Apply for the Fully Funded Scholarships at the University of Strathclyde. The deadline for the application is 30th September 2020. The scholarship is for Ph.D. degree.
In this project the fellows will develop an innovative technique using an optical tweezer to generate a localized shear flow in a crystallizing solution, thus triggering nucleation in a known, directly observable position. Likewise, then they will then use light scattering to measure the structure and shape of the growing nucleus, interpreted through refining computational models of the nucleus against the measured data.
This challenging project will bring the Ph.D. candidate excellent research experience across crystallization processes, cutting-edge optical control and measurement, and data analysis using computational modeling.

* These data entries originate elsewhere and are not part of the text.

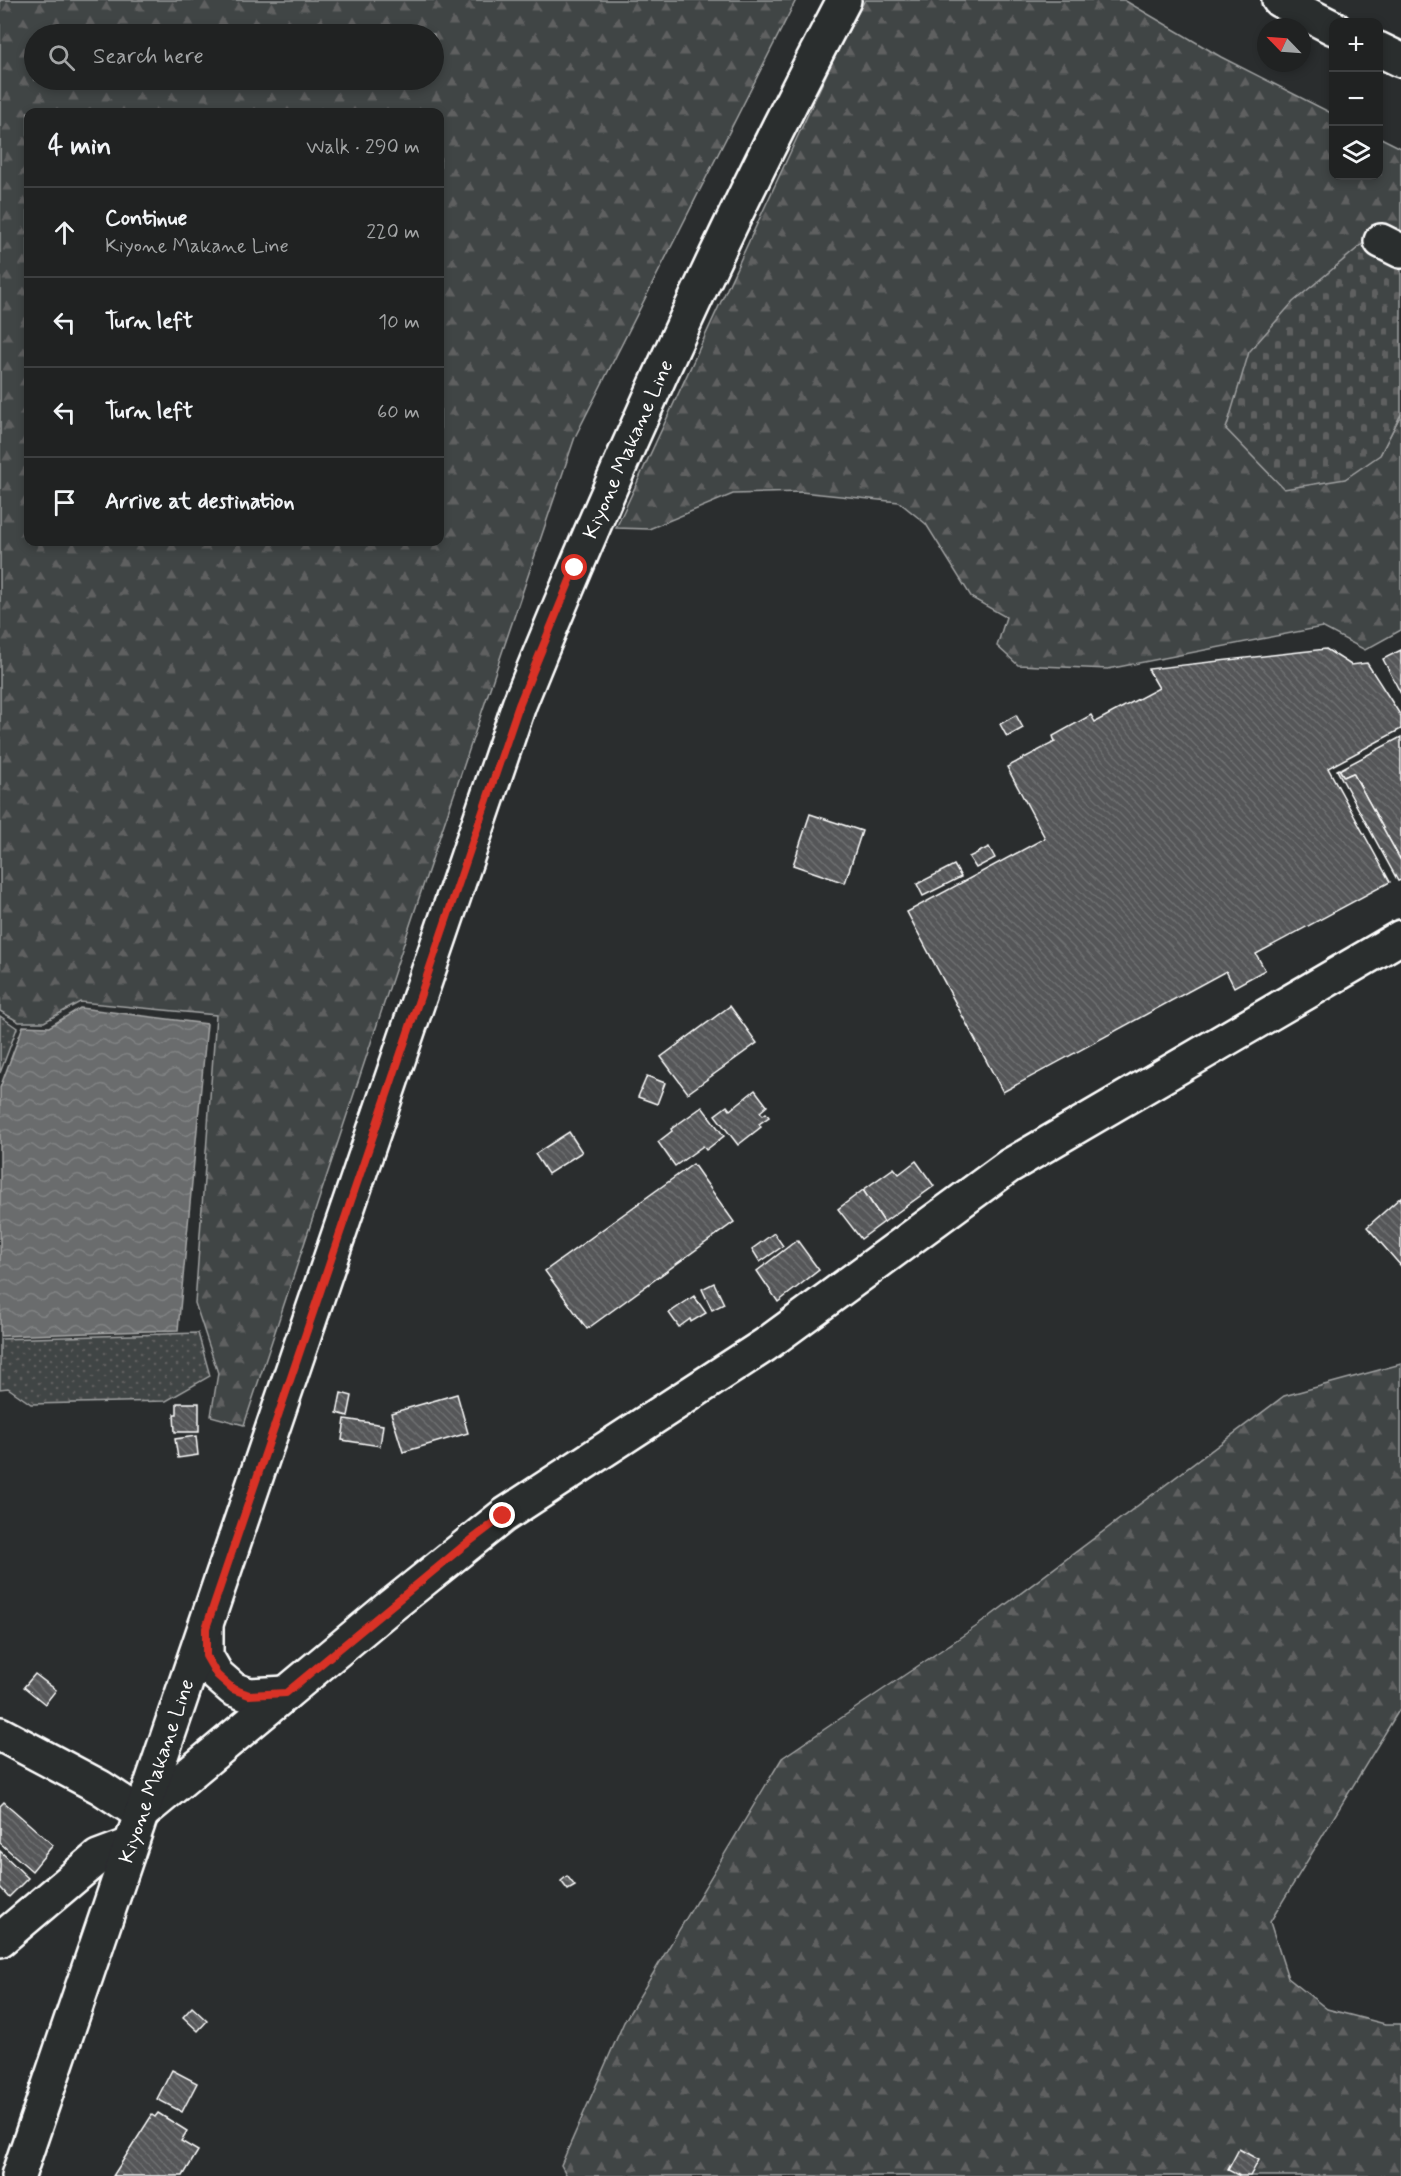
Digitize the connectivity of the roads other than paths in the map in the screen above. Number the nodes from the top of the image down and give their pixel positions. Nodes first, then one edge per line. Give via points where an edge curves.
1 (844, 0) edge
2 (1280, 0) edge
3 (1329, 25) edge
4 (1383, 51) edge
5 (1401, 60) edge
6 (1401, 937) edge
7 (206, 1628) junction
8 (286, 1693) junction
9 (0, 1734) edge
10 (141, 1814) junction
11 (130, 1845) junction
12 (0, 1940) edge
13 (18, 2176) edge

1 - 7 main road, Kiyone Makane Line via 694,300 519,705
2 - 3 main road
4 - 5 main road
6 - 8 main road via 1009,1166 765,1345 503,1516
7 - 8 main road via 206,1656 217,1675 233,1689 249,1695
7 - 10 main road, Kiyone Makane Line
8 - 10 main road
9 - 10 main road via 100,1787
10 - 11 main road, Kiyone Makane Line
11 - 12 main road via 98,1857
11 - 13 main road, Kiyone Makane Line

Candidates should be strongly motivated to undertake multidisciplinary research in a highly collaborative environment. You should have or be about to obtain a good degree (at least 2.1) in chemical engineering, physics, or a related subject, with excellent laboratory, data analysis, and communication skills. Experience in optics, crystallization processes, and/or computational data analysis would be an advantage.
The project is fully funded for Home UK/EU fees + stipend). The proposed start date for this project is October 2020.

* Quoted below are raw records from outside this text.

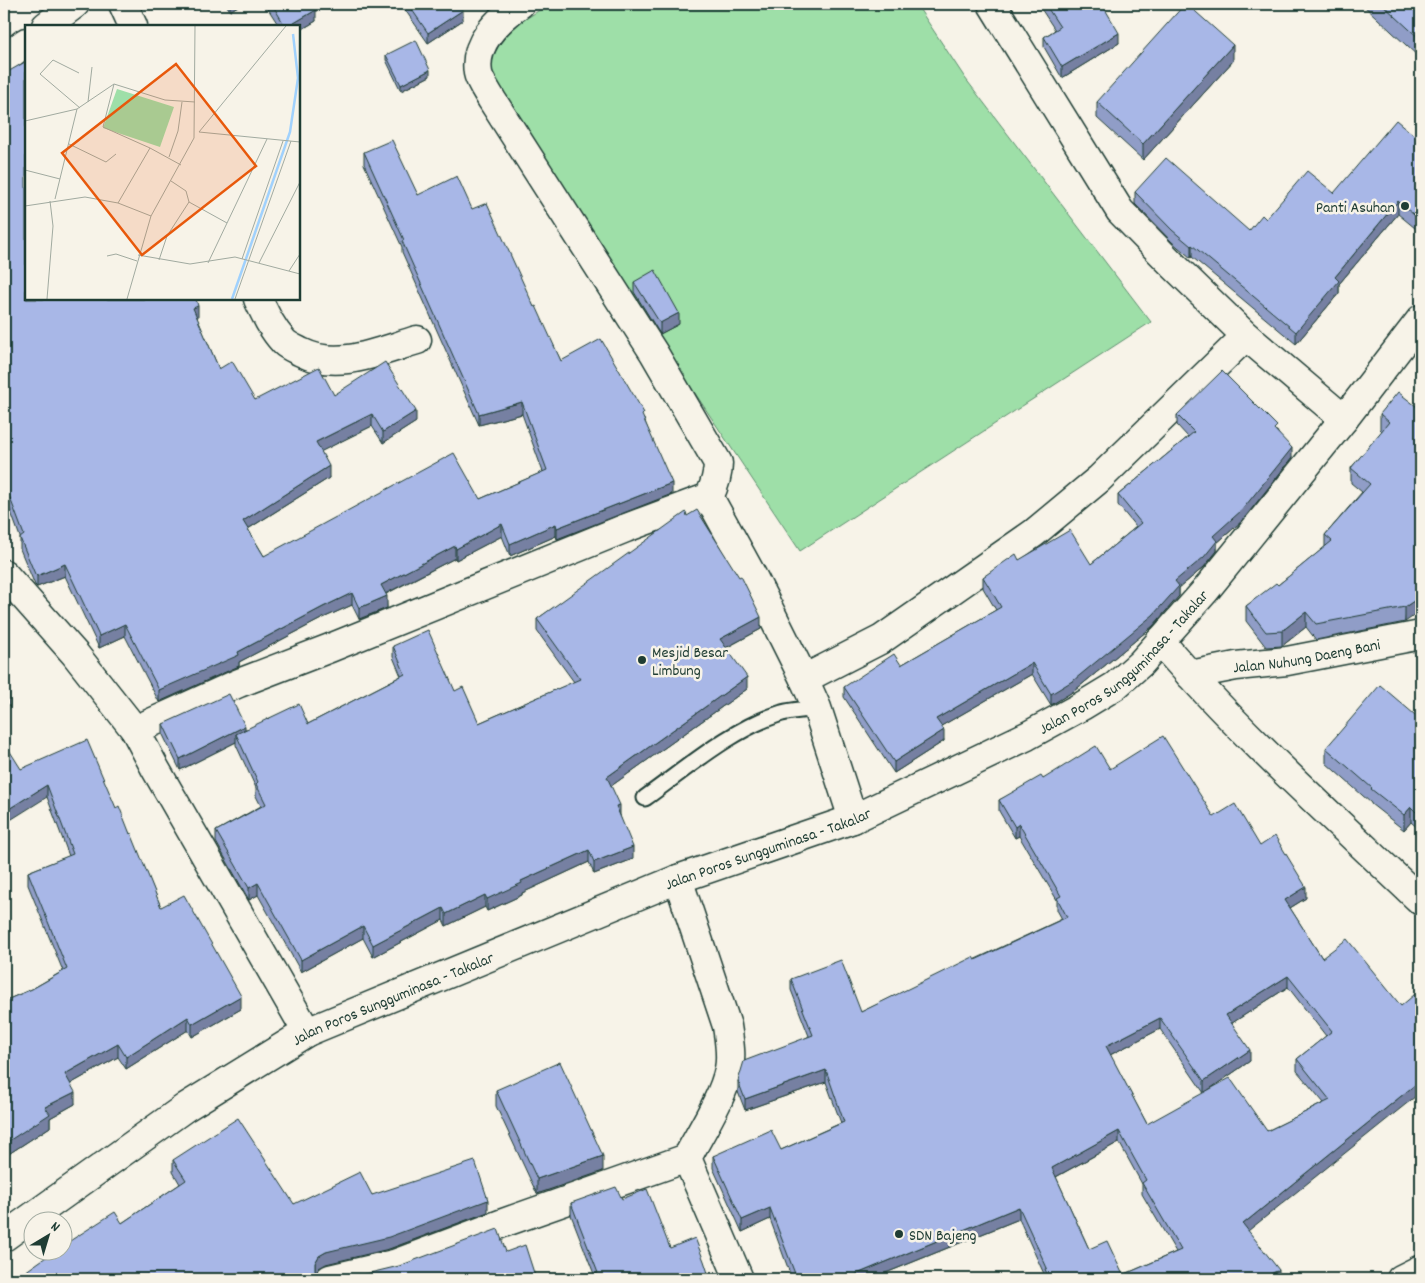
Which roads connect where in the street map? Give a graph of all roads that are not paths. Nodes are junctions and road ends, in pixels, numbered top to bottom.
1 (75, 4) edge
2 (123, 4) edge
3 (520, 4) edge
4 (992, 4) edge
5 (47, 25) edge
6 (133, 25) edge
7 (25, 43) edge
8 (4, 59) edge
9 (258, 300) edge
10 (1421, 319) edge
11 (1246, 336) junction
12 (417, 340) dead end
13 (1344, 419) junction
14 (709, 497) junction
15 (4, 574) edge
16 (1421, 635) edge
17 (1160, 641) junction
18 (1190, 675) junction
19 (804, 679) junction
20 (817, 708) junction
21 (135, 730) junction
22 (645, 798) dead end
23 (853, 819) junction
24 (678, 879) junction
25 (1421, 901) edge
26 (307, 1032) junction
27 (687, 1158) junction
28 (4, 1237) edge
29 (1421, 1269) edge
30 (330, 1279) edge
31 (739, 1279) edge
32 (1401, 1279) edge

1 - 5 main road
2 - 6 main road
3 - 14 main road
4 - 11 main road
7 - 8 main road
9 - 12 main road
10 - 13 main road, Jalan Poros Sungguminasa - Takalar
11 - 13 main road
11 - 19 main road
13 - 17 main road, Jalan Poros Sungguminasa - Takalar
14 - 19 main road
14 - 21 main road
15 - 21 main road
16 - 18 main road, Jalan Nuhung Daeng Bani
17 - 18 main road
17 - 23 main road, Jalan Poros Sungguminasa - Takalar
18 - 25 main road
19 - 20 main road
20 - 22 lane
20 - 23 main road
21 - 26 main road
23 - 24 main road, Jalan Poros Sungguminasa - Takalar
24 - 26 main road, Jalan Poros Sungguminasa - Takalar
24 - 27 main road
26 - 28 main road, Jalan Poros Sungguminasa - Takalar
27 - 30 main road
27 - 31 main road
29 - 32 main road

During the application applicants must provide the following information and evidence uploaded to the application:
- your full contact details
- Also, transcripts and certificates of all degrees
- Likewise, proof of English language proficiency if you are not from a majority English-speaking country as recognized by UKVI
- Also, two references, one of which must be academic. See The guidance on referees
- funding or scholarship information
- Additionally, international students must declare any previous UK study
The University of Strathclyde is a public research university located in Glasgow, Scotland. Founded in 1796 as the Andersonian Institute, it is Glasgow’s second-oldest university, having received its royal charter in 1964 as the first technological university in the United Kingdom.